El packaging también cuenta (y mucho)
Aquí va un punto muy importante y que a menudo pasa desapercibido porque cuando pensamos en elegir un buen protector solar solemos centrarnos únicamente en la fórmula y dejamos de lado todo lo demás sin darnos cuenta de que el envase también tiene un impacto real en el entorno.
En muchas Clean Ups que realizamos, uno de los residuos más frecuentes son: restos de cremas solares, tapas, dosificadores e incluso envoltorios. Todos estos residuos acaban en la arena o en el mar formando parte de un problema que no siempre vemos pero que es real y está ahí, acumulándose poco a poco.
Por eso además de fijarse en los ingredientes merece la pena prestar atención al tipo de packaging que eliges. Apostar por envases reciclables o hechos con materiales reciclados, priorizar formatos reutilizables y evitar el plástico innecesario son decisiones sencillas que pueden marcar una gran diferencia.
Top 5 mejores cremas que recomendamos
Elegir bien no siempre es fácil así que aquí tienes una selección de protectores solares que tienen en cuenta todo lo que hemos comentado.
- Usar y Reusar – Protector solar mineral 50 SPF: Destaca por su enfoque sostenible y respetuoso tanto con la piel como con el medio ambiente. Utiliza filtros minerales no nano, como el óxido de zinc y dióxido de titanio. Su fórmula está elaborada con ingredientes naturales y ecológicos, sin químicos agresivos, aportando una buena hidratación. A esto se le suma su envase reutilizable de aluminio, que ayuda a reducir residuos convirtiéndola en una crema coherente con la protección del océano.
- Usar y Reusar – Protector solar mineral FPS 30: Fórmula 100% natural con filtros minerales de óxido de zinc non-nano y aceites vegetales ecológicos (karanja, frambuesa y sésamo), testada en laboratorio acreditada para eficacia UV. Una crema segura para la vida marina sin filtros químicos dañinos y ideal para toda la familia. Además, su envase reutilizable elimina plásticos innecesarios de playas, protegiendo tu piel de forma natural y, a la vez, a los ecosistemas marinos.
- Bioderma Eau Solaire Anti-Ox SPF50: Destaca por su sello Aquatic Ecosystems Tested y por someter cada ingrediente a una evaluación ecotoxicológica, así que es una opción muy sólida si buscas un enfoque ambiental más riguroso.

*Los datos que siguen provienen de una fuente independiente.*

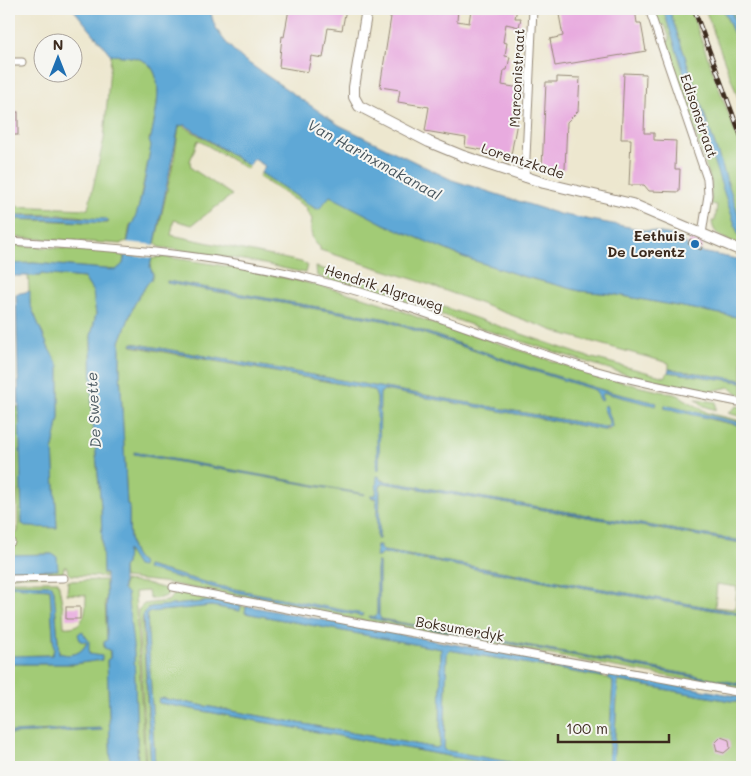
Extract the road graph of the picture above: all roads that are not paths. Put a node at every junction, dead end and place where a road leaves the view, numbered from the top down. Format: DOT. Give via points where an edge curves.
graph roads {
  1 [pos="367,9"];
  2 [pos="533,9"];
  3 [pos="649,9"];
  4 [pos="9,62"];
  5 [pos="22,62"];
  6 [pos="525,178"];
  7 [pos="702,234"];
  8 [pos="9,241"];
  9 [pos="742,251"];
  10 [pos="742,403"];
  11 [pos="9,578"];
  12 [pos="64,578"];
  13 [pos="173,587"];
  14 [pos="742,693"];
  1 -- 6 [label="street, Lorentzkade" via="354,87 356,102 364,110 444,148"];
  2 -- 6 [label="street, Marconistraat"];
  3 -- 7 [label="street, Edisonstraat" via="707,179"];
  4 -- 5 [label="street"];
  6 -- 7 [label="street, Lorentzkade" via="632,204"];
  7 -- 9 [label="street, Lorentzkade"];
  8 -- 10 [label="street, Hendrik Algraweg" via="158,252 248,265 320,281 595,370"];
  11 -- 12 [label="street"];
  13 -- 14 [label="street, Boksumerdyk"];
}
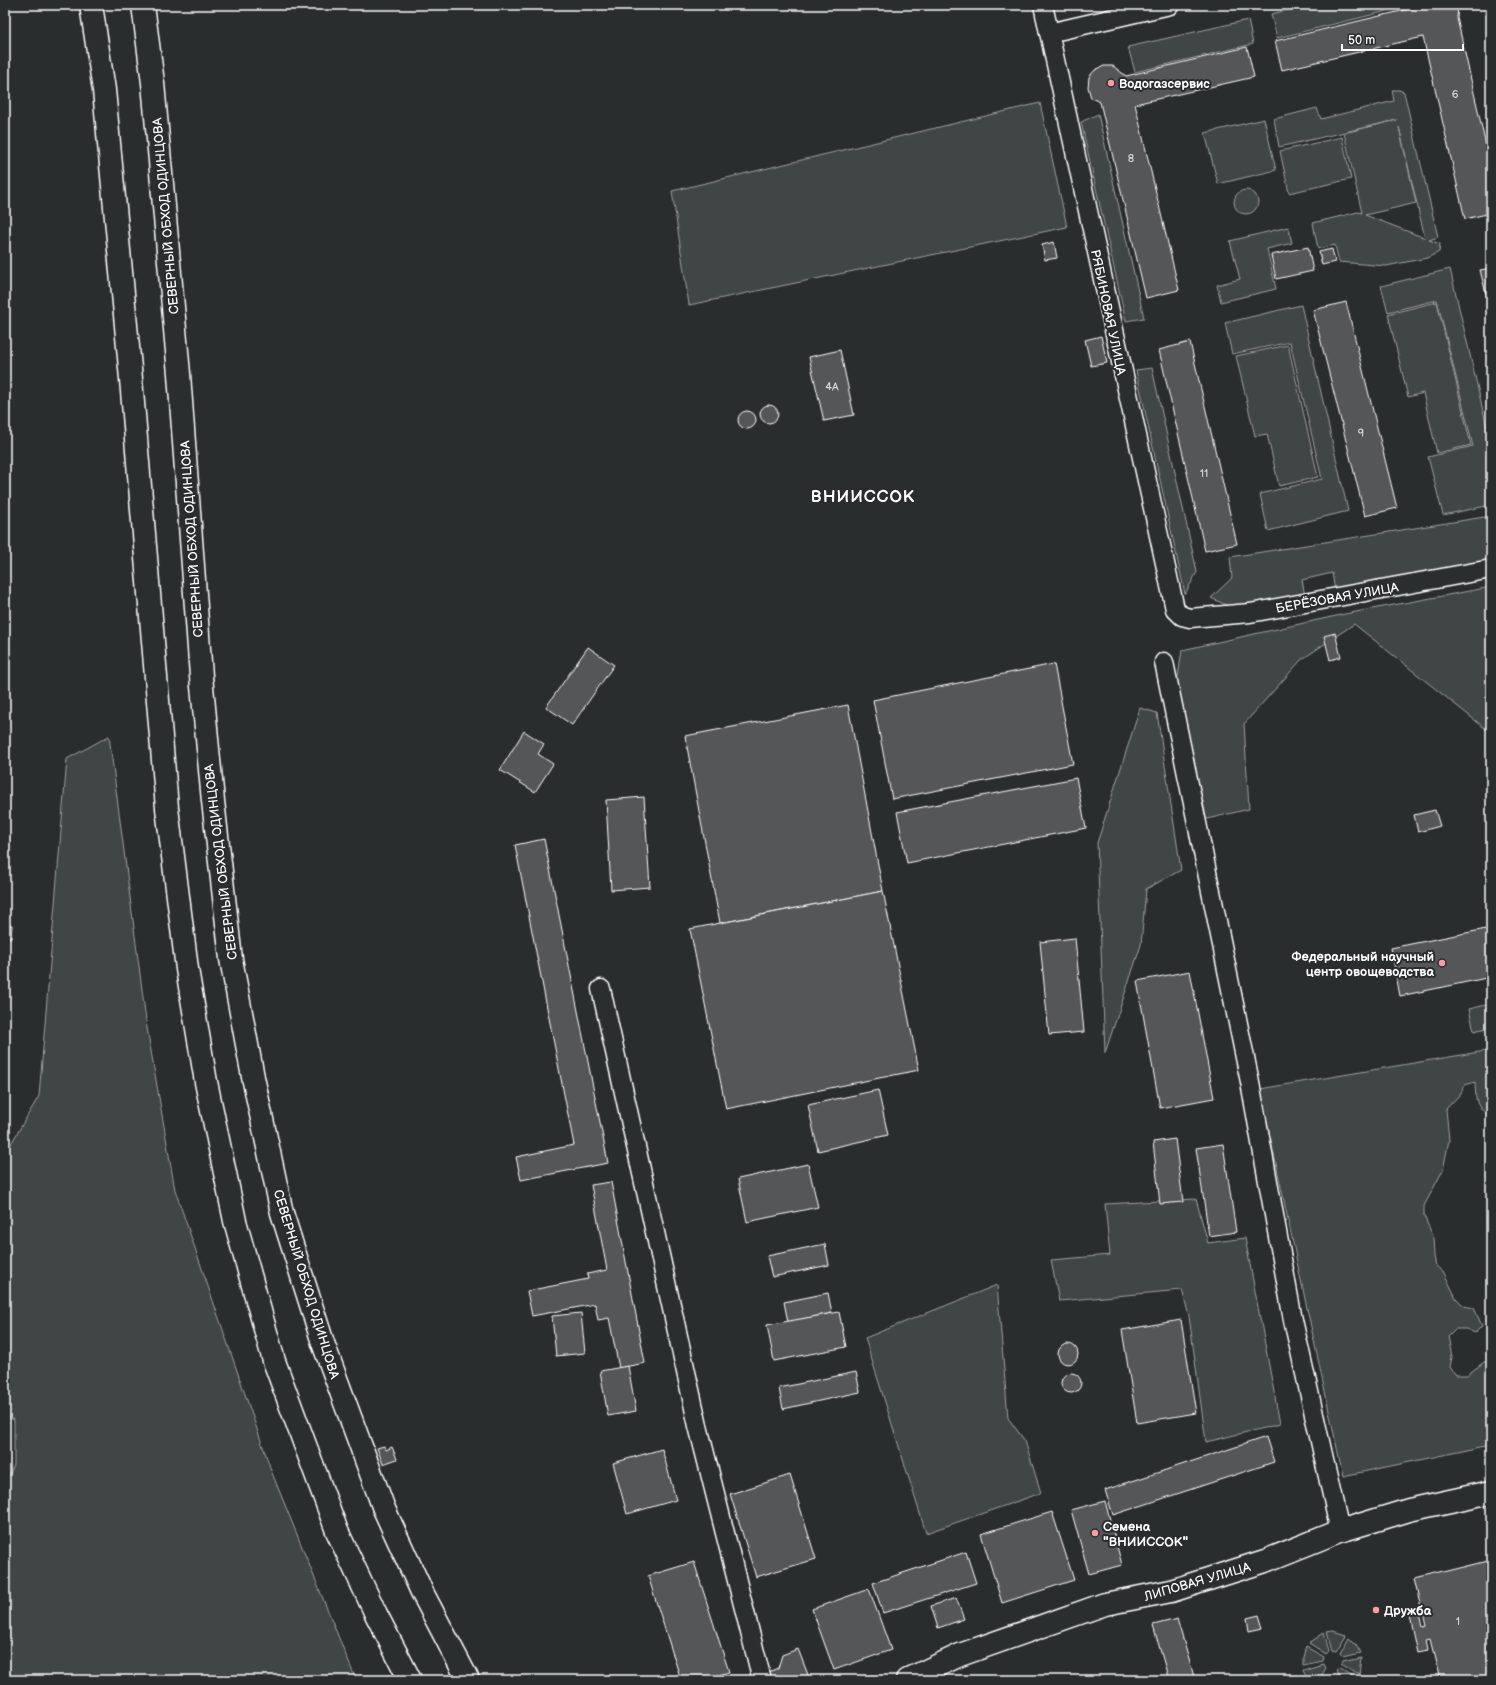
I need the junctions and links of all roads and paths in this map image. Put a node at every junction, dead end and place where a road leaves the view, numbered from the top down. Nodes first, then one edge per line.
1 (91, 5) edge
2 (143, 5) edge
3 (1043, 5) edge
4 (1170, 5) edge
5 (1049, 33) junction
6 (1491, 569) edge
7 (1182, 616) joint
8 (1164, 662) dead end
9 (601, 989) dead end
10 (1491, 1492) edge
11 (1340, 1531) junction
12 (410, 1680) edge
13 (468, 1680) edge
14 (762, 1680) edge
15 (907, 1680) edge

1 - 12 main road
2 - 13 main road, СЕВЕРНЫЙ ОБХОД ОДИНЦОВА
3 - 5 street, РЯБИНОВАЯ УЛИЦА
4 - 5 street
5 - 7 street, РЯБИНОВАЯ УЛИЦА
6 - 7 street, БЕРЁЗОВАЯ УЛИЦА
8 - 11 street
9 - 14 street
10 - 11 main road, ЛИПОВАЯ УЛИЦА
11 - 15 main road, ЛИПОВАЯ УЛИЦА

- Suntribe Crema Solar Natural Mineral SPF 50: Es un protector solar mineral formulado con óxido de zinc y dióxido de titanio sin nanopartículas que lo convierte en una alternativa de las más respetuosas con los arrecifes. Su fórmula vegana, con aloe vera y camomila encajan para cuidar tanto de tu piel como del océano
- Ecoelio SPF crema solar sostenible: De fácil absorción y apta para la cara y cuerpo, esta crema destaca por una fórmula pensada para reducir el impacto ambiental, ya que, no contiene microplásticos ni octocrileno. Además, evita fragancias y nanopartículas, dos componentes que pueden resultar menos respetuosos con el medio marino.

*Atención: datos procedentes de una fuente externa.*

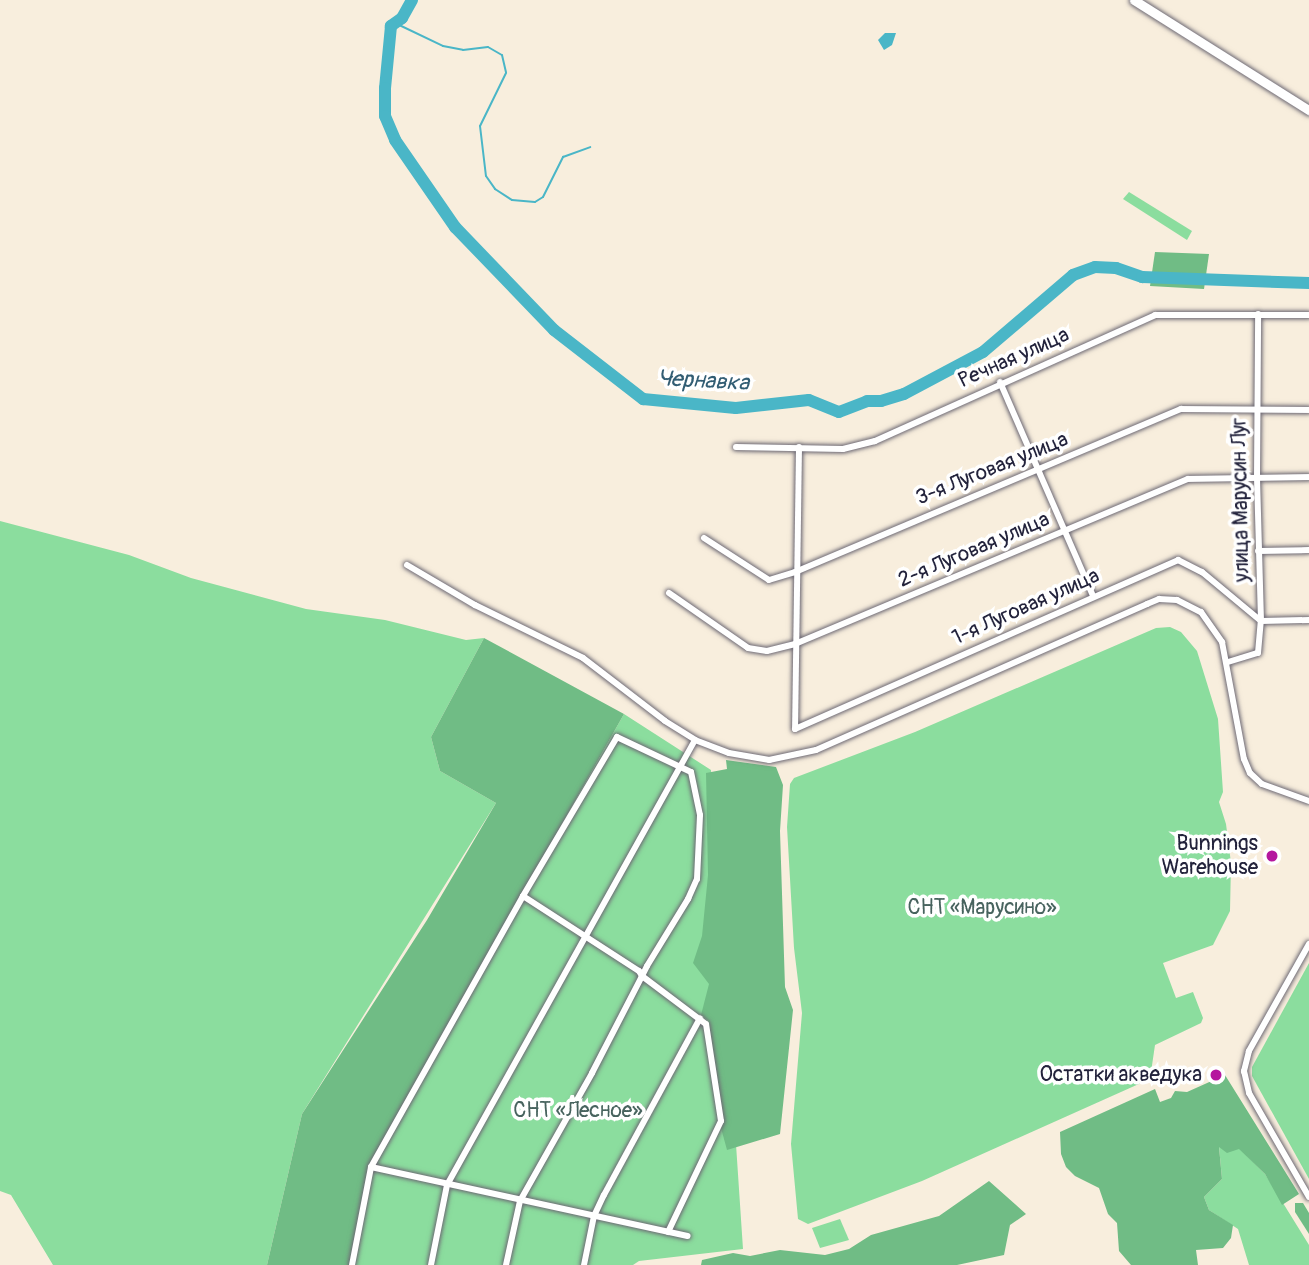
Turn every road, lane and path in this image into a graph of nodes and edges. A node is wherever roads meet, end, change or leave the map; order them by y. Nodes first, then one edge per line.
1 (1134, 0) edge
2 (1309, 110) edge
3 (1258, 314) junction
4 (1309, 315) edge
5 (1000, 382) junction
6 (1257, 410) junction
7 (1309, 410) edge
8 (736, 447) dead end
9 (799, 447) junction
10 (1038, 470) junction
11 (1257, 477) junction
12 (1309, 477) edge
13 (1063, 531) junction
14 (704, 538) dead end
15 (1309, 550) edge
16 (1258, 551) junction
17 (407, 565) dead end
18 (795, 572) junction
19 (669, 593) dead end
20 (1093, 596) junction
21 (1309, 620) edge
22 (1261, 621) junction
23 (795, 644) junction
24 (1228, 662) junction
25 (695, 740) junction
26 (684, 766) junction
27 (1309, 801) edge
28 (523, 896) junction
29 (586, 938) junction
30 (1309, 944) edge
31 (642, 976) junction
32 (700, 1018) junction
33 (371, 1167) junction
34 (447, 1185) junction
35 (1309, 1197) edge
36 (520, 1202) junction
37 (594, 1216) junction
38 (668, 1232) junction
39 (688, 1236) dead end
40 (352, 1265) edge
41 (431, 1265) edge
42 (506, 1265) edge
43 (584, 1265) edge

1 - 2 main road
3 - 4 street, Речная улица
3 - 5 street, Речная улица
3 - 6 street, улица Марусин Луг
5 - 9 street, Речная улица
5 - 10 street
6 - 7 street, 3-я Луговая улица
6 - 10 street, 3-я Луговая улица
6 - 11 street, улица Марусин Луг
8 - 9 street, Речная улица
9 - 18 street
10 - 13 street
10 - 18 street, 3-я Луговая улица
11 - 12 street, 2-я Луговая улица
11 - 13 street, 2-я Луговая улица
11 - 16 street, улица Марусин Луг
13 - 20 street
13 - 23 street, 2-я Луговая улица
14 - 18 street, 3-я Луговая улица
15 - 16 street
16 - 22 street, улица Марусин Луг
17 - 25 street
18 - 23 street
19 - 23 street, 2-я Луговая улица
20 - 22 street, 1-я Луговая улица
20 - 23 street, 1-я Луговая улица
21 - 22 street
22 - 24 street, улица Марусин Луг
24 - 25 street
24 - 27 street
25 - 26 street
26 - 28 street
26 - 29 street
26 - 31 street
28 - 29 street
28 - 33 street
29 - 31 street
29 - 34 street
30 - 35 street
31 - 32 street
31 - 36 street
32 - 37 street
32 - 38 street
33 - 34 street
33 - 40 street
34 - 36 street
34 - 41 street
36 - 37 street
36 - 42 street
37 - 38 street
37 - 43 street
38 - 39 street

Un gesto pequeño, un impacto enorme
Elegir un protector solar respetuoso con el mar no significa renunciar a una buena protección. Al contrario: es una forma de cuidar tu salud mientras contribuyes a preservar los océanos.

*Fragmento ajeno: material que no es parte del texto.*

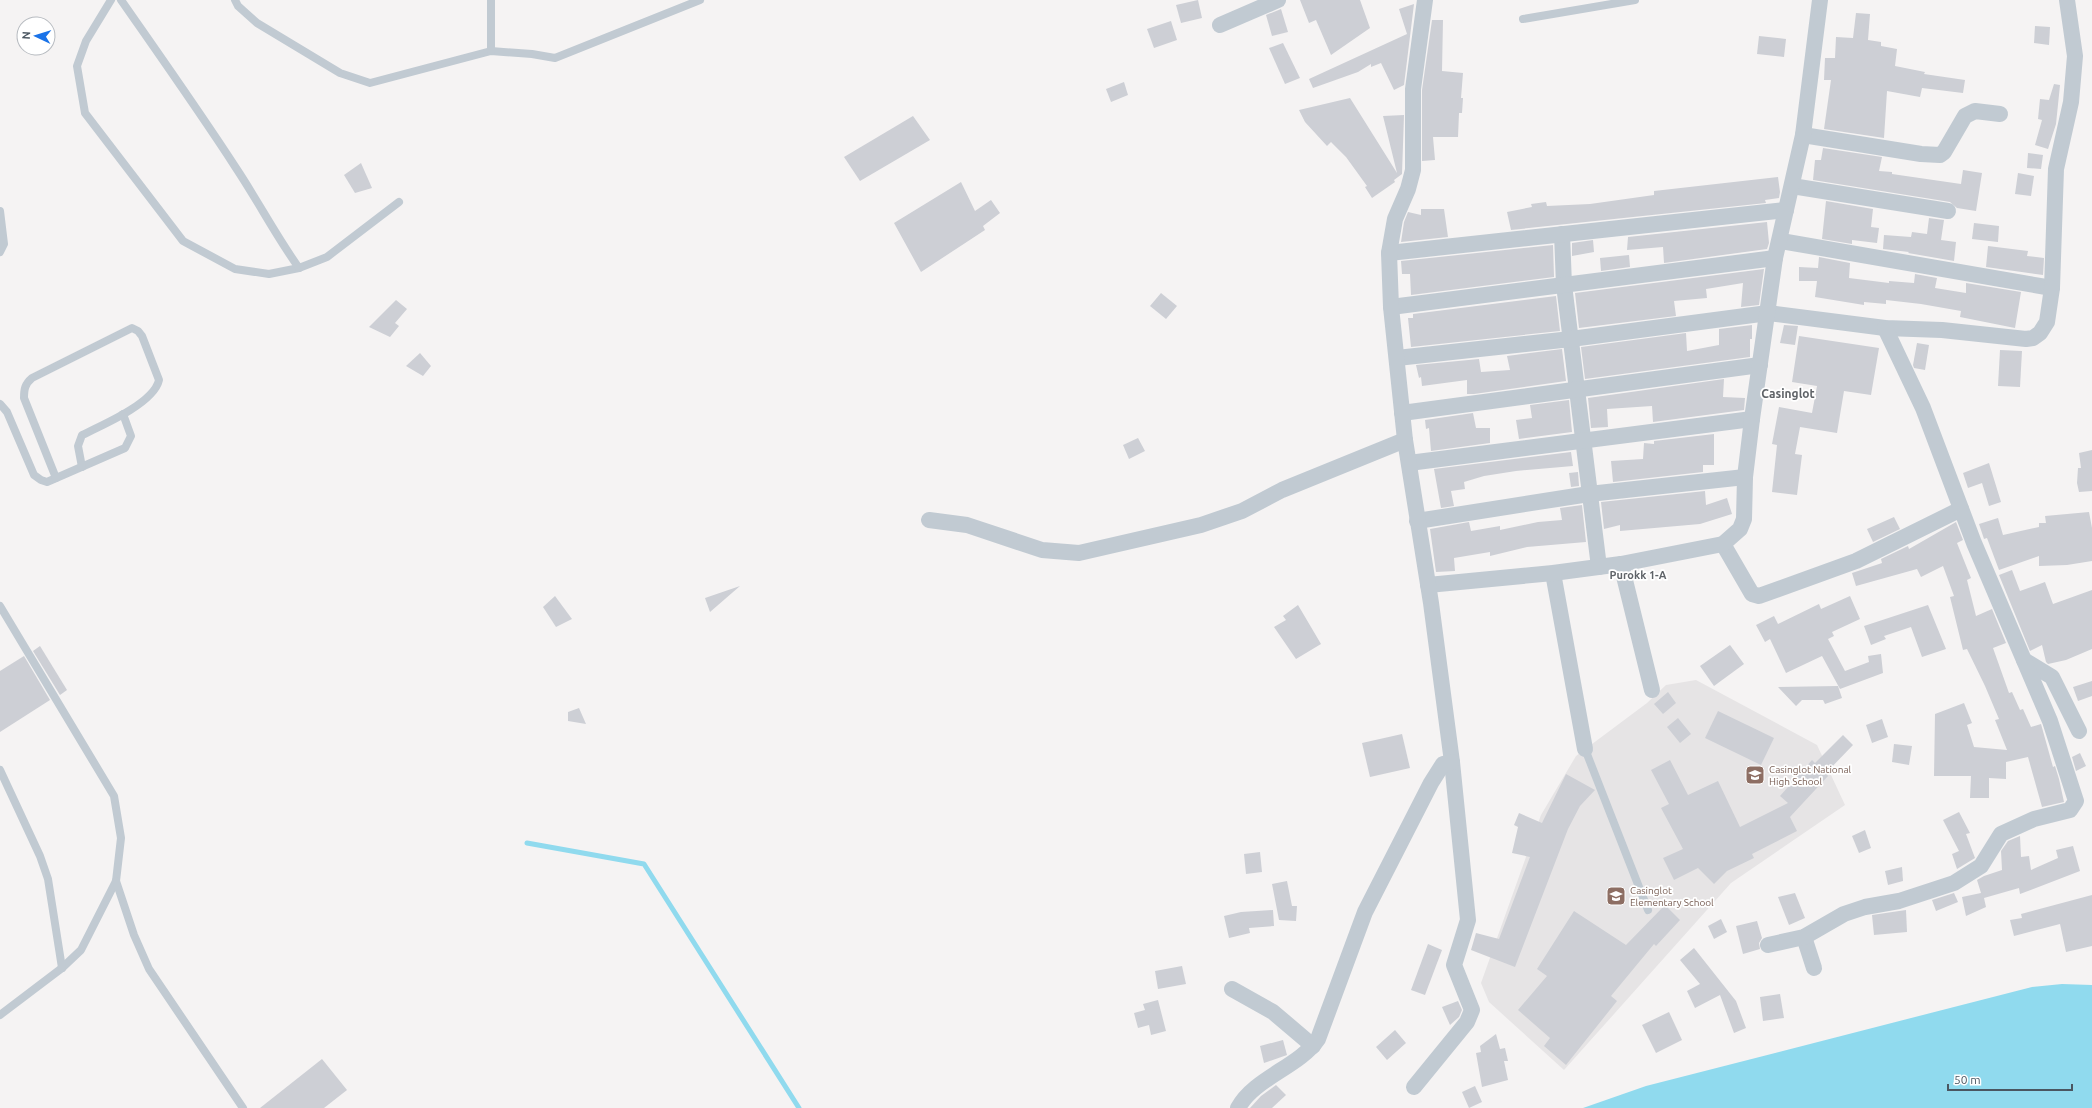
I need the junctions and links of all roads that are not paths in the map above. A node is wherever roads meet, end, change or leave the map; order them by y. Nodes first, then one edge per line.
1 (111, 0) edge
2 (121, 0) edge
3 (235, 0) edge
4 (491, 0) edge
5 (700, 0) edge
6 (1278, 0) edge
7 (1426, 0) edge
8 (1635, 0) edge
9 (1820, 0) edge
10 (2067, 0) edge
11 (1523, 20) dead end
12 (1220, 25) dead end
13 (491, 51) junction
14 (2000, 114) dead end
15 (1803, 135) junction
16 (1792, 186) junction
17 (399, 202) dead end
18 (1786, 210) junction
19 (0, 211) edge
20 (1948, 211) dead end
21 (1562, 234) junction
22 (1781, 241) junction
23 (0, 252) edge
24 (1389, 253) junction
25 (1776, 258) junction
26 (299, 268) junction
27 (1564, 286) junction
28 (2052, 288) junction
29 (1391, 307) junction
30 (1768, 312) junction
31 (1885, 328) junction
32 (1571, 338) junction
33 (1397, 358) junction
34 (1760, 364) junction
35 (1577, 390) junction
36 (0, 404) edge
37 (1402, 413) junction
38 (123, 414) junction
39 (1752, 419) junction
40 (1405, 440) junction
41 (1582, 441) junction
42 (1410, 463) junction
43 (82, 467) junction
44 (1745, 477) junction
45 (56, 478) junction
46 (1589, 494) junction
47 (1961, 509) junction
48 (929, 520) dead end
49 (1417, 522) junction
50 (1723, 544) junction
51 (1620, 564) junction
52 (1598, 567) junction
53 (1553, 573) junction
54 (1428, 585) junction
55 (0, 606) edge
56 (2024, 660) junction
57 (1652, 690) dead end
58 (2079, 731) dead end
59 (1585, 749) joint
60 (1452, 762) junction
61 (0, 770) edge
62 (116, 881) junction
63 (1648, 910) dead end
64 (1804, 937) junction
65 (1768, 945) dead end
66 (62, 968) junction
67 (1814, 968) dead end
68 (1232, 989) dead end
69 (0, 1015) edge
70 (1314, 1046) junction
71 (1414, 1087) dead end
72 (243, 1108) edge
73 (1238, 1108) edge

1 - 26 lane
2 - 26 lane
3 - 13 lane
4 - 13 lane
5 - 13 lane
6 - 12 street
7 - 24 street
8 - 11 lane
9 - 15 street
10 - 28 street
14 - 15 street
15 - 16 street
16 - 18 street
16 - 20 street
17 - 26 lane
18 - 21 street
18 - 22 street
19 - 23 lane
21 - 24 street
21 - 27 street
22 - 25 street
22 - 28 street
24 - 29 street
25 - 27 street
25 - 30 street
27 - 29 street
27 - 32 street
28 - 31 street
29 - 33 street
30 - 31 street
30 - 32 street
30 - 34 street
31 - 47 street
32 - 33 street
32 - 35 street
33 - 37 street
34 - 35 street
34 - 39 street
35 - 37 street
35 - 41 street
36 - 45 lane
37 - 40 street
38 - 43 lane
38 - 43 lane
38 - 45 lane
39 - 41 street
39 - 44 street
40 - 42 street
40 - 48 street
41 - 42 street
41 - 46 street
42 - 49 street
43 - 45 lane
44 - 46 street
44 - 50 street
46 - 49 street
46 - 52 street
47 - 50 street
47 - 56 street
49 - 54 street
50 - 51 street
51 - 52 street
51 - 57 street
52 - 53 street
53 - 54 street
53 - 59 street
54 - 60 street
55 - 62 lane
56 - 58 street
56 - 64 street
59 - 63 lane
60 - 70 street
60 - 71 street
61 - 66 lane
62 - 66 lane
62 - 72 lane
64 - 65 street
64 - 67 street
66 - 69 lane
68 - 70 street
70 - 73 street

El océano no pide mucho, solo que, antes de entrar en él, pienses un momento en lo que llevas en la piel. Cambiar de crema solar es uno de los gestos más sencillos que puedes hacer por él.
Puede parecer poco, pero cada persona que entra al agua con una crema más respetuosa es un peso menos de presión sobre los arrecifes, sobre los corales y sobre todas esas especies que dependen de un mar sano.
Porque aunque parezca mentira, pequeñas decisiones, repartidas por millones de personas, pueden cambiar el estado de los océanos. Por eso desde Good Karma siempre nos gusta decir que cada decisión cuenta y este verano es el mejor momento para empezar.